◆ **THE TASK**: Where does the word "Bordier" appear in the entries below? Copy each line that holds it.

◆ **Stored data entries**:
┄┄┄┄┄┄┄┄┄┄
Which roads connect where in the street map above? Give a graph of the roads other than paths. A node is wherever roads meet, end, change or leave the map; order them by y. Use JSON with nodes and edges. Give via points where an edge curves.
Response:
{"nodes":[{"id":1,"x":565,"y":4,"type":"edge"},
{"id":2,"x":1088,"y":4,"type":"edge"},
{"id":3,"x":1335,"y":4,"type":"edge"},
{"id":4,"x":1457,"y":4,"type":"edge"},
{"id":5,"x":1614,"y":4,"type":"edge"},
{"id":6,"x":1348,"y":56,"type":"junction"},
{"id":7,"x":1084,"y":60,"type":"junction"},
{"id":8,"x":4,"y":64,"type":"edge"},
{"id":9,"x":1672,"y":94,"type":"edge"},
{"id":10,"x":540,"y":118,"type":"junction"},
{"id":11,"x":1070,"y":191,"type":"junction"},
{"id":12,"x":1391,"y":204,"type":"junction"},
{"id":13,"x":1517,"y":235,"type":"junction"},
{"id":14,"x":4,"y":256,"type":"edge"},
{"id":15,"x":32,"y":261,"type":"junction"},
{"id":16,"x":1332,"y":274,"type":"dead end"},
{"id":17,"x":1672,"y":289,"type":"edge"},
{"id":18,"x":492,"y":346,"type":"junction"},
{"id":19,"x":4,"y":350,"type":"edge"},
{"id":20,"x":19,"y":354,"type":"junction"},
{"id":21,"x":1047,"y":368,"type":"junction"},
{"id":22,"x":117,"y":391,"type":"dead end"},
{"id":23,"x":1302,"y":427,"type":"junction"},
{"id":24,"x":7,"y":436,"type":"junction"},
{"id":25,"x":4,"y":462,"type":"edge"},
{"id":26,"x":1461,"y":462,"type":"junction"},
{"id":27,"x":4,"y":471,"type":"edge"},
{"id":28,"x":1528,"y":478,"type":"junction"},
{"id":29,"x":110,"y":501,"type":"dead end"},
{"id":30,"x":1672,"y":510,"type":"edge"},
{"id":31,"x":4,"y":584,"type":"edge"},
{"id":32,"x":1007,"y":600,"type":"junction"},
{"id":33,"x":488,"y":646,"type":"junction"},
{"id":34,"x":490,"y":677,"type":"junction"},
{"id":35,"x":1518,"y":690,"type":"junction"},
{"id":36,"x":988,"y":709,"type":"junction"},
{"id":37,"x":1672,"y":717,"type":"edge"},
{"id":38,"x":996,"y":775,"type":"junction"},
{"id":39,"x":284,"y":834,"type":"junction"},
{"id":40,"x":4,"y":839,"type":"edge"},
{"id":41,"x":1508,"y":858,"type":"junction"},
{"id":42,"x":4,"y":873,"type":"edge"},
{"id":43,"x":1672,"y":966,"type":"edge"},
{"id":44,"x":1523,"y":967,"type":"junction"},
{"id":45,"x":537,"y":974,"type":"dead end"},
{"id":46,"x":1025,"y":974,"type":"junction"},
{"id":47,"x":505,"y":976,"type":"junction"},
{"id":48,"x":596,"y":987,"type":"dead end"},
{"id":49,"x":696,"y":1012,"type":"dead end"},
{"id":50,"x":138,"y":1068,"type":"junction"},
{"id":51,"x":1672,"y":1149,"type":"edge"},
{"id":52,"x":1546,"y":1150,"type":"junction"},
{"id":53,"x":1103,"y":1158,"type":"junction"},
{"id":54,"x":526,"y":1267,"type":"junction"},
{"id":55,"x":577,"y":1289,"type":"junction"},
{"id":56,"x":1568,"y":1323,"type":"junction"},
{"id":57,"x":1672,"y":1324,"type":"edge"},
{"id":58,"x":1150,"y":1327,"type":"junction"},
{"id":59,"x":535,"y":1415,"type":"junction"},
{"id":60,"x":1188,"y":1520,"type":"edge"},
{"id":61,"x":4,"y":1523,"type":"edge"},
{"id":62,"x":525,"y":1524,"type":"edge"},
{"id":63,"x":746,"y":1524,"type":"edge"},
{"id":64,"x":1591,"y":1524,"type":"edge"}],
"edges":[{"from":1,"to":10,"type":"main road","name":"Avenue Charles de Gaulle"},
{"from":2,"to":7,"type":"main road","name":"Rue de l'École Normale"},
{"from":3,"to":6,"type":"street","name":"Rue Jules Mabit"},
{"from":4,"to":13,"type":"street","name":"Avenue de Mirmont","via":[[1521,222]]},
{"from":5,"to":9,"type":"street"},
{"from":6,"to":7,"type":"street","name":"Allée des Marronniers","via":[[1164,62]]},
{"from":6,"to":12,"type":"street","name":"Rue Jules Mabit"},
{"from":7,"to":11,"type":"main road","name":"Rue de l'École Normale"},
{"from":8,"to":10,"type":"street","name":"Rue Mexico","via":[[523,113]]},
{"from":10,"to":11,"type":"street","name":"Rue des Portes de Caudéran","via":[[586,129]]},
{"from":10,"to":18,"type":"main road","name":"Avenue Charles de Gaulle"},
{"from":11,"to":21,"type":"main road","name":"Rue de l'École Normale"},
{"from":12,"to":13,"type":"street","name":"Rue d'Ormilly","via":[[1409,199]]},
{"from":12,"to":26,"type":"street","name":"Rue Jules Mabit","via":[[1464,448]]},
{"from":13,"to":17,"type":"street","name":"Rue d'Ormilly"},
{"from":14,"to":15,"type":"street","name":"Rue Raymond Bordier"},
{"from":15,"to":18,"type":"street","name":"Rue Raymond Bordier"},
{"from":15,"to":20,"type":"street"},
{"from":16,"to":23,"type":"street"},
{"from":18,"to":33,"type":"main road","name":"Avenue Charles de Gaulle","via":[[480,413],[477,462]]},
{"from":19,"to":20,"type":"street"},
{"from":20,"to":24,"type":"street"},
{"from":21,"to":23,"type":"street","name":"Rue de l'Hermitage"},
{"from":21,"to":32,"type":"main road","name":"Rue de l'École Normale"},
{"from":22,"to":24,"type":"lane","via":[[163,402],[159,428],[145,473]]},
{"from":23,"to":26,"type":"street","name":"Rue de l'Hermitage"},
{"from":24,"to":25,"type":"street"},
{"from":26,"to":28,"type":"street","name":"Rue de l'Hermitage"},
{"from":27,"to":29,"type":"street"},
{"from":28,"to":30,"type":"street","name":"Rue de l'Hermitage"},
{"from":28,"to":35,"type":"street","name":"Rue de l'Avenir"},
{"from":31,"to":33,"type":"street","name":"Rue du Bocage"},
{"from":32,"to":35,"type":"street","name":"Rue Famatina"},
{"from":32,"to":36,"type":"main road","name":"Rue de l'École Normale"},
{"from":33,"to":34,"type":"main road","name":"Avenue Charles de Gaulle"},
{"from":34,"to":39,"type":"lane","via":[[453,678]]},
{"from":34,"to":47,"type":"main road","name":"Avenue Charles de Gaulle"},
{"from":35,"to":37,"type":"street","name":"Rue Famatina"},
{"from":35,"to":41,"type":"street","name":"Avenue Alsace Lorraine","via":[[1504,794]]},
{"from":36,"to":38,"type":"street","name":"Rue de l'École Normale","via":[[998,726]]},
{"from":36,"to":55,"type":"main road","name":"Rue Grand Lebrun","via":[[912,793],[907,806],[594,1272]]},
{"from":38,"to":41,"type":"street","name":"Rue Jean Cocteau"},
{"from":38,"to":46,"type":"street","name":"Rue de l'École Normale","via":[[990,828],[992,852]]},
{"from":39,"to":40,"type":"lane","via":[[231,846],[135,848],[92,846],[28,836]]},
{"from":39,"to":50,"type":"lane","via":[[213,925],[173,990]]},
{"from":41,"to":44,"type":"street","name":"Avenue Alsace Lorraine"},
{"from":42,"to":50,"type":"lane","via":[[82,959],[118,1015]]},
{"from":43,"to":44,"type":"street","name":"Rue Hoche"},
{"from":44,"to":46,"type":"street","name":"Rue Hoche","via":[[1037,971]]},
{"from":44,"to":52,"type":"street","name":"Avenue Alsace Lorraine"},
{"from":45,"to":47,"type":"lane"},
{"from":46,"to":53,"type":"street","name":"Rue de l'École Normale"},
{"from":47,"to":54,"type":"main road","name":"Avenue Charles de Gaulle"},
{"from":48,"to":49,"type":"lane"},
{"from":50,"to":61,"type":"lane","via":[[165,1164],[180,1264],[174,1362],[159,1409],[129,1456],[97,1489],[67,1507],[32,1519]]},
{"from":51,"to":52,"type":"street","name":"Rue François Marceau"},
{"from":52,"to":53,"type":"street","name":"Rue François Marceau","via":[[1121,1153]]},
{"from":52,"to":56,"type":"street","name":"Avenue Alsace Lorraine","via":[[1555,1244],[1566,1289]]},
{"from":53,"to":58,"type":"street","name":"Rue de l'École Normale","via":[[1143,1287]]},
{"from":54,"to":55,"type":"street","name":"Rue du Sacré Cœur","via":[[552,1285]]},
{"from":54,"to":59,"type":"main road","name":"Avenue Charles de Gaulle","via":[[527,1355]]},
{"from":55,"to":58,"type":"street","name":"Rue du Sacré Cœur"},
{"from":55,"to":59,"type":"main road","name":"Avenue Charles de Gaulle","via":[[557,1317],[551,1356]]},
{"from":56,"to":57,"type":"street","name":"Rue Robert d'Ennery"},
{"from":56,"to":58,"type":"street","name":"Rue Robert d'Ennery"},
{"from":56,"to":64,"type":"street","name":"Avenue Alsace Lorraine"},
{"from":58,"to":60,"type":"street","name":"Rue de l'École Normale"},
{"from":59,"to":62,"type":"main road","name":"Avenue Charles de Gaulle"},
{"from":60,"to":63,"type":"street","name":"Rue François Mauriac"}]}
┄┄┄┄┄┄┄┄┄┄
◆ **WRITTEN REPLY**:
{"from":14,"to":15,"type":"street","name":"Rue Raymond Bordier"},
{"from":15,"to":18,"type":"street","name":"Rue Raymond Bordier"},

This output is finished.